Required action — Word for word, copy the listing below and leave out its images.
○ ○ ○ ○ ○ ○ ○
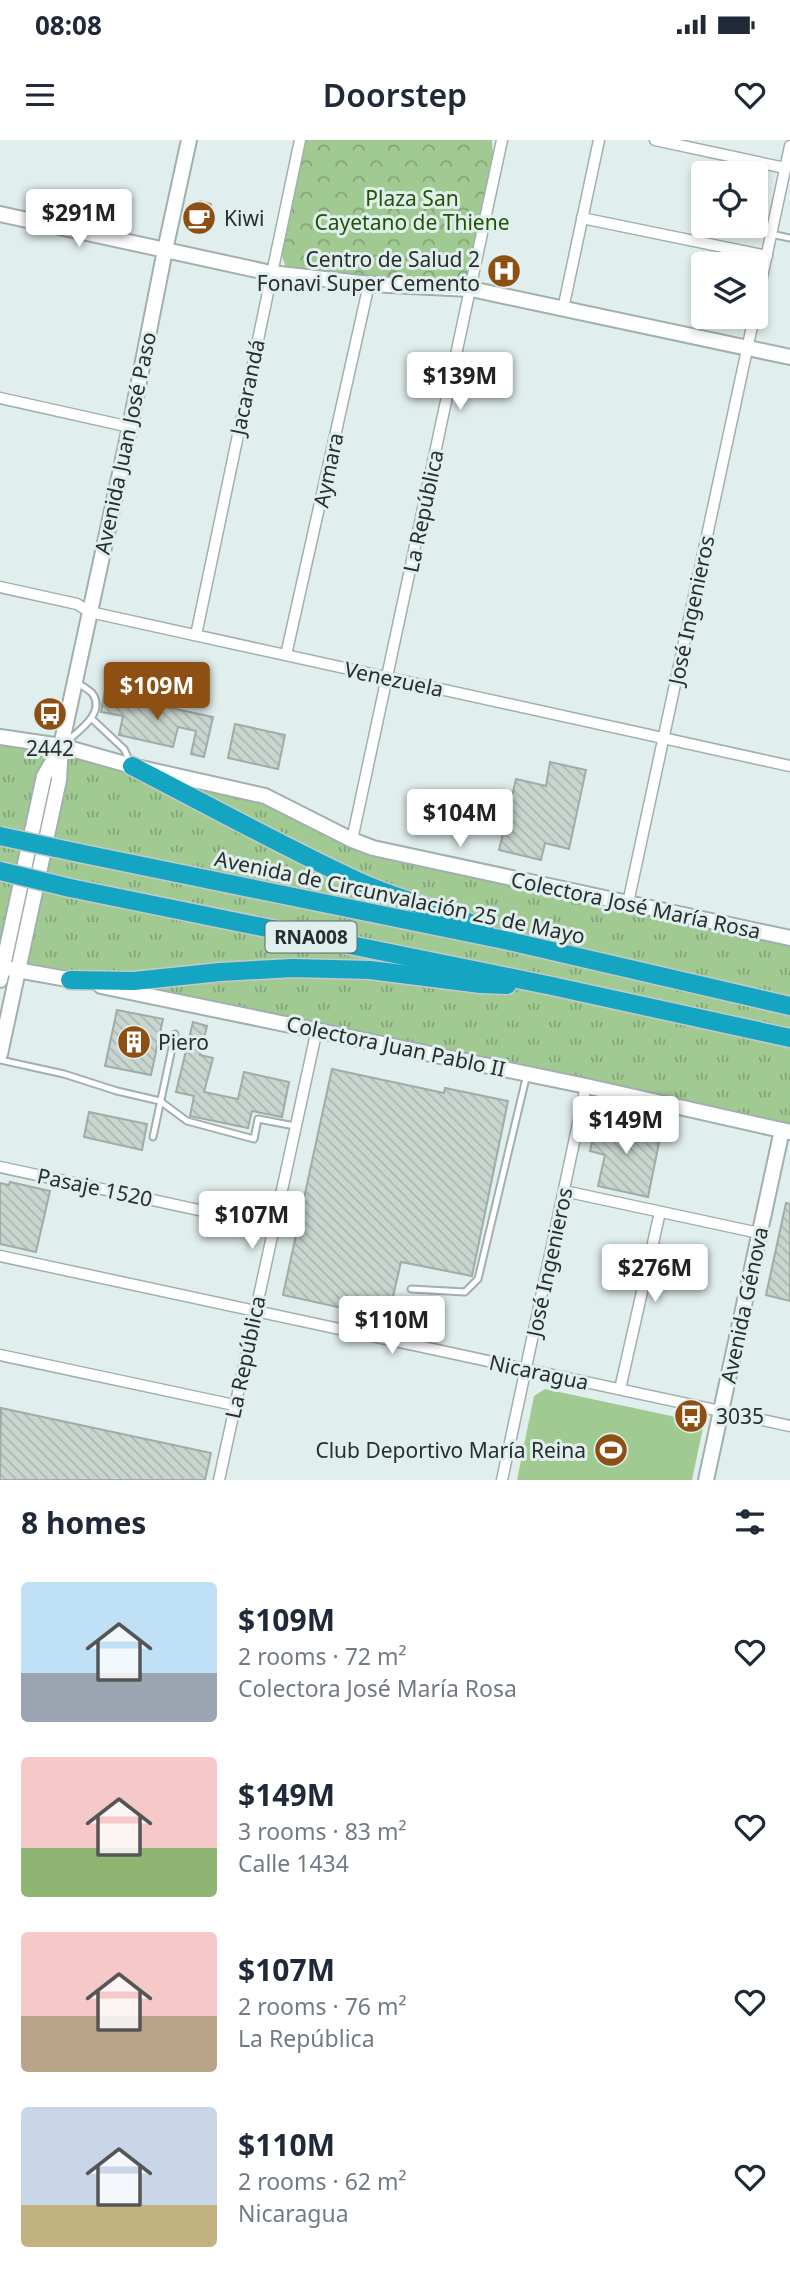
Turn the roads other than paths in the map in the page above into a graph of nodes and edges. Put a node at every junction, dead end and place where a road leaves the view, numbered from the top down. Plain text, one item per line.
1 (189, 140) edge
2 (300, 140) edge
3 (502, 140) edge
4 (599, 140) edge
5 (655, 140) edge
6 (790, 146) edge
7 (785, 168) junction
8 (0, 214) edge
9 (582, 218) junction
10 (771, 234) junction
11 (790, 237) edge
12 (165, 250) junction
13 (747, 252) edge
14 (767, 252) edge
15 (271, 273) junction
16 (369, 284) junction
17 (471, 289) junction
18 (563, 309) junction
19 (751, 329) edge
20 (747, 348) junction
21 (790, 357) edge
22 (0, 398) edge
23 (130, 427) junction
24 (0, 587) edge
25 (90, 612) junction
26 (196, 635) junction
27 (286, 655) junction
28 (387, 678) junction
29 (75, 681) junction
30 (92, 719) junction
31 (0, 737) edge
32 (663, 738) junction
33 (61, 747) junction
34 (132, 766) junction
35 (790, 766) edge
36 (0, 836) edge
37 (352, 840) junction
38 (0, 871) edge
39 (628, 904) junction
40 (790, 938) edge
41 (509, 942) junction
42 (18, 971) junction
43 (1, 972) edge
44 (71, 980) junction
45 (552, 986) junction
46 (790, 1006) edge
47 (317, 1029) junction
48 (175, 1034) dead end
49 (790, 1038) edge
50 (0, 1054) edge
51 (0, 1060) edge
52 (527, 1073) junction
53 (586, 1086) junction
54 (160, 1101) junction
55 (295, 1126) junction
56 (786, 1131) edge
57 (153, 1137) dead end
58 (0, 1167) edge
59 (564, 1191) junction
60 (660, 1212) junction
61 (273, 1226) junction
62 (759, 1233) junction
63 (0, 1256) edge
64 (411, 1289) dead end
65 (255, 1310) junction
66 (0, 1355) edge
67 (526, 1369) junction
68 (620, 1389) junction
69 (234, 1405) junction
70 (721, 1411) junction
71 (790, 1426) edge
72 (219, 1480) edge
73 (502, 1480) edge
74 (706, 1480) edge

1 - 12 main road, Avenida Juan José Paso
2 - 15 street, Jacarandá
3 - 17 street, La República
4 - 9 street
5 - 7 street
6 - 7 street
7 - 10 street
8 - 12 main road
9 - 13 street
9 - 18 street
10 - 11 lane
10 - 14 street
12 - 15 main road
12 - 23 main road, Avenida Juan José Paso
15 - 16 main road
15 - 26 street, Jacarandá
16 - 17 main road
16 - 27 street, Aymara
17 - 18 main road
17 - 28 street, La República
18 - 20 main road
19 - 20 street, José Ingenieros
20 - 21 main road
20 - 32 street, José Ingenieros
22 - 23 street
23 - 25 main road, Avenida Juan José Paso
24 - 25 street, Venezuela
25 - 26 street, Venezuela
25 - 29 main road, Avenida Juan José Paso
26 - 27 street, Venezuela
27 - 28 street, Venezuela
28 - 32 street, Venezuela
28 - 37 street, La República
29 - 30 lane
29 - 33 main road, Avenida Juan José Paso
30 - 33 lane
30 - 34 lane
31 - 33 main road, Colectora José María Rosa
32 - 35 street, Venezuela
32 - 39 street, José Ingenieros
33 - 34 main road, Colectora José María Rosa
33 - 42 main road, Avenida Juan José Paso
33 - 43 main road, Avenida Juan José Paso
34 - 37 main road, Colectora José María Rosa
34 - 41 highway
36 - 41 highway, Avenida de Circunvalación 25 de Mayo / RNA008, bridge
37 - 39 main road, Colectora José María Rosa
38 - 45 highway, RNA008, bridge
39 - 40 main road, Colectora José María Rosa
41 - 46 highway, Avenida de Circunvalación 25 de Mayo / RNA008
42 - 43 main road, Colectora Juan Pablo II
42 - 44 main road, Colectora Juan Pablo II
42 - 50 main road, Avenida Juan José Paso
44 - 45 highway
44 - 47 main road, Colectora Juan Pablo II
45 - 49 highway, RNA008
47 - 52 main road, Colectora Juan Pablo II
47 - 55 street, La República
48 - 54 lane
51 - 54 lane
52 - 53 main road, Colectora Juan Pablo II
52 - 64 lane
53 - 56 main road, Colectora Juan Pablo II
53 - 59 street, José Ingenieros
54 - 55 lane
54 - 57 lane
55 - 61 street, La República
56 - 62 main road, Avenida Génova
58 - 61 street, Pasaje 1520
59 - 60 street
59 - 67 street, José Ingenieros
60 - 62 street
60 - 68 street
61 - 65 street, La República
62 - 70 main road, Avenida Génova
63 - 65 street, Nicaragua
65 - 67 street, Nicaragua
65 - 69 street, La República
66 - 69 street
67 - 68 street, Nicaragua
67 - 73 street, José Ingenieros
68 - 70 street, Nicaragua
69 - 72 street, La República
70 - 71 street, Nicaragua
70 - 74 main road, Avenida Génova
○ ○ ○ ○ ○ ○ ○
Your response —
Turn the roads other than paths in the map in the page above into a graph of nodes and edges. Put a node at every junction, dead end and place where a road leaves the view, numbered from the top down. Plain text, one item per line.
1 (189, 140) edge
2 (300, 140) edge
3 (502, 140) edge
4 (599, 140) edge
5 (655, 140) edge
6 (790, 146) edge
7 (785, 168) junction
8 (0, 214) edge
9 (582, 218) junction
10 (771, 234) junction
11 (790, 237) edge
12 (165, 250) junction
13 (747, 252) edge
14 (767, 252) edge
15 (271, 273) junction
16 (369, 284) junction
17 (471, 289) junction
18 (563, 309) junction
19 (751, 329) edge
20 (747, 348) junction
21 (790, 357) edge
22 (0, 398) edge
23 (130, 427) junction
24 (0, 587) edge
25 (90, 612) junction
26 (196, 635) junction
27 (286, 655) junction
28 (387, 678) junction
29 (75, 681) junction
30 (92, 719) junction
31 (0, 737) edge
32 (663, 738) junction
33 (61, 747) junction
34 (132, 766) junction
35 (790, 766) edge
36 (0, 836) edge
37 (352, 840) junction
38 (0, 871) edge
39 (628, 904) junction
40 (790, 938) edge
41 (509, 942) junction
42 (18, 971) junction
43 (1, 972) edge
44 (71, 980) junction
45 (552, 986) junction
46 (790, 1006) edge
47 (317, 1029) junction
48 (175, 1034) dead end
49 (790, 1038) edge
50 (0, 1054) edge
51 (0, 1060) edge
52 (527, 1073) junction
53 (586, 1086) junction
54 (160, 1101) junction
55 (295, 1126) junction
56 (786, 1131) edge
57 (153, 1137) dead end
58 (0, 1167) edge
59 (564, 1191) junction
60 (660, 1212) junction
61 (273, 1226) junction
62 (759, 1233) junction
63 (0, 1256) edge
64 (411, 1289) dead end
65 (255, 1310) junction
66 (0, 1355) edge
67 (526, 1369) junction
68 (620, 1389) junction
69 (234, 1405) junction
70 (721, 1411) junction
71 (790, 1426) edge
72 (219, 1480) edge
73 (502, 1480) edge
74 (706, 1480) edge

1 - 12 main road, Avenida Juan José Paso
2 - 15 street, Jacarandá
3 - 17 street, La República
4 - 9 street
5 - 7 street
6 - 7 street
7 - 10 street
8 - 12 main road
9 - 13 street
9 - 18 street
10 - 11 lane
10 - 14 street
12 - 15 main road
12 - 23 main road, Avenida Juan José Paso
15 - 16 main road
15 - 26 street, Jacarandá
16 - 17 main road
16 - 27 street, Aymara
17 - 18 main road
17 - 28 street, La República
18 - 20 main road
19 - 20 street, José Ingenieros
20 - 21 main road
20 - 32 street, José Ingenieros
22 - 23 street
23 - 25 main road, Avenida Juan José Paso
24 - 25 street, Venezuela
25 - 26 street, Venezuela
25 - 29 main road, Avenida Juan José Paso
26 - 27 street, Venezuela
27 - 28 street, Venezuela
28 - 32 street, Venezuela
28 - 37 street, La República
29 - 30 lane
29 - 33 main road, Avenida Juan José Paso
30 - 33 lane
30 - 34 lane
31 - 33 main road, Colectora José María Rosa
32 - 35 street, Venezuela
32 - 39 street, José Ingenieros
33 - 34 main road, Colectora José María Rosa
33 - 42 main road, Avenida Juan José Paso
33 - 43 main road, Avenida Juan José Paso
34 - 37 main road, Colectora José María Rosa
34 - 41 highway
36 - 41 highway, Avenida de Circunvalación 25 de Mayo / RNA008, bridge
37 - 39 main road, Colectora José María Rosa
38 - 45 highway, RNA008, bridge
39 - 40 main road, Colectora José María Rosa
41 - 46 highway, Avenida de Circunvalación 25 de Mayo / RNA008
42 - 43 main road, Colectora Juan Pablo II
42 - 44 main road, Colectora Juan Pablo II
42 - 50 main road, Avenida Juan José Paso
44 - 45 highway
44 - 47 main road, Colectora Juan Pablo II
45 - 49 highway, RNA008
47 - 52 main road, Colectora Juan Pablo II
47 - 55 street, La República
48 - 54 lane
51 - 54 lane
52 - 53 main road, Colectora Juan Pablo II
52 - 64 lane
53 - 56 main road, Colectora Juan Pablo II
53 - 59 street, José Ingenieros
54 - 55 lane
54 - 57 lane
55 - 61 street, La República
56 - 62 main road, Avenida Génova
58 - 61 street, Pasaje 1520
59 - 60 street
59 - 67 street, José Ingenieros
60 - 62 street
60 - 68 street
61 - 65 street, La República
62 - 70 main road, Avenida Génova
63 - 65 street, Nicaragua
65 - 67 street, Nicaragua
65 - 69 street, La República
66 - 69 street
67 - 68 street, Nicaragua
67 - 73 street, José Ingenieros
68 - 70 street, Nicaragua
69 - 72 street, La República
70 - 71 street, Nicaragua
70 - 74 main road, Avenida Génova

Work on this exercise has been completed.